Wegen des Erdbebens würden Sonderschichten gefahren, erfuhr Akagawa bei dem Anruf. Der Deutschlandkorrespondent weiß, was das heißt. 1995, als die Hafenstadt Kobe von einem Beben erschüttert wurde, war er in der Region selbst als Reporter unterwegs. Das Erdbeben sei das eine, sagt Akagawa. "Schlimmer ist, was danach kommt: Brände, Erdrutsche und Tsunamis."
Die Initiative Anti Atom Berlin ruft auf ihrer facebook-Seite zum spontanen Trauermarsch auf. Mit einer Kundgebung am Samstag, 12.3., um 18 Uhr auf dem Alexanderplatz und einem anschließenden Schweigemarsch zum Bundeskanzleramt solle den Menschen in Japan das Mitgefühl ausgedückt werden. "Wir trauern um die Menschen, die durch das Erdbeben und den Tsunami ums Leben gekommen sind. Und wir erschrecken vor den unabsehbaren Folgen, die ein atomarer GAU in Fukushima haben wird", heißt es in dem Aufruf.
Aber nun, da er in Berlin lebt, bleibt Akagawa nur, abzuwarten, ob seine Kollegen etwas von ihm wollen. "Wenn Hilfe gebraucht wird, stehe ich gern zur Verfügung." Eines will er garantiert nicht tun: in Japan bei offiziellen Stellen anrufen. Nicht einmal das staatliche Fernsehen, bei größeren Ereignissen sonst immer mit einer Liveübertragung dabei, sende live. "Das zeigt: Alle Hände werden für Rettungsmaßnahmen gebraucht", so Akagawa.

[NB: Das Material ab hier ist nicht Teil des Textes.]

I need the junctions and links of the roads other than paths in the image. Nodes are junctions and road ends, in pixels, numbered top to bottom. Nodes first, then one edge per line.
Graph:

Bei der japanischen Botschaft steht das Telefon nicht still. In Japan ist das Telefonnetz zum Teil zusammengebrochen. "Die Menschen sorgen sich um ihre Angehörigen", sagt Botschafter Takahiro Shinyo zur taz. Auch Deutsche, die Verwandte und Freunde in Japan haben, seien unter den Anrufern. Viel tun kann die Botschaft derzeit nicht. "Keiner kennt das Ausmaß der Zerstörungen. Man wird noch ein paar Tage warten müssen", so Shinyo.
Die japanische Telefongesellschaft Nippon Telegraph and Telephone (NTT) hat unterdessen angekündigt, ein Message-Board einzurichten, wo man Nachrichten hinterlassen und abrufen könne. Das werde die Kontaktaufnahme zwischen Erdbebenopfern, Angehörigen und Freunden erleichtern, hofft der japanische Botschafter.

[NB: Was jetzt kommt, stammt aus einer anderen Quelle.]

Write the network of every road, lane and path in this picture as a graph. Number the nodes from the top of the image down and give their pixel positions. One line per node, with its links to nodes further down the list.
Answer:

Die Solidaritätsbekundungen deutscher Politiker wertet Shinyo als ermutigendes Zeichen. Neben Bundeskanzlerin Angela Merkel (CDU) hat auch Berlins Regierender Bürgermeister Klaus Wowereit (SPD) allen Japanern und besonders den Einwohnern der Partnerstadt Tokio Solidarität und Mitgefühl ausgedrückt. "Die Auswirkungen dieser Megakatastrophe zeigen sich offenbar auch in unserer Partnerstadt Tokio."
Martin Buck, Direktor des KompetenzCenter Travel & Logistics der Messe Berlin, sagte am Freitag: "Unsere Gedanken sind bei den Opfern und deren Familien, die von der Katastrophe betroffen sind."
US-Botschafter Philip Murphy tauchte am Freitag mit einem Tross auf der ITB auf. "Wir sind gekommen, um unsere Solidarität und Unterstützung zu bekunden", sagte Murphy am Japanstand. Sprachs und war kurz darauf wieder verschwunden.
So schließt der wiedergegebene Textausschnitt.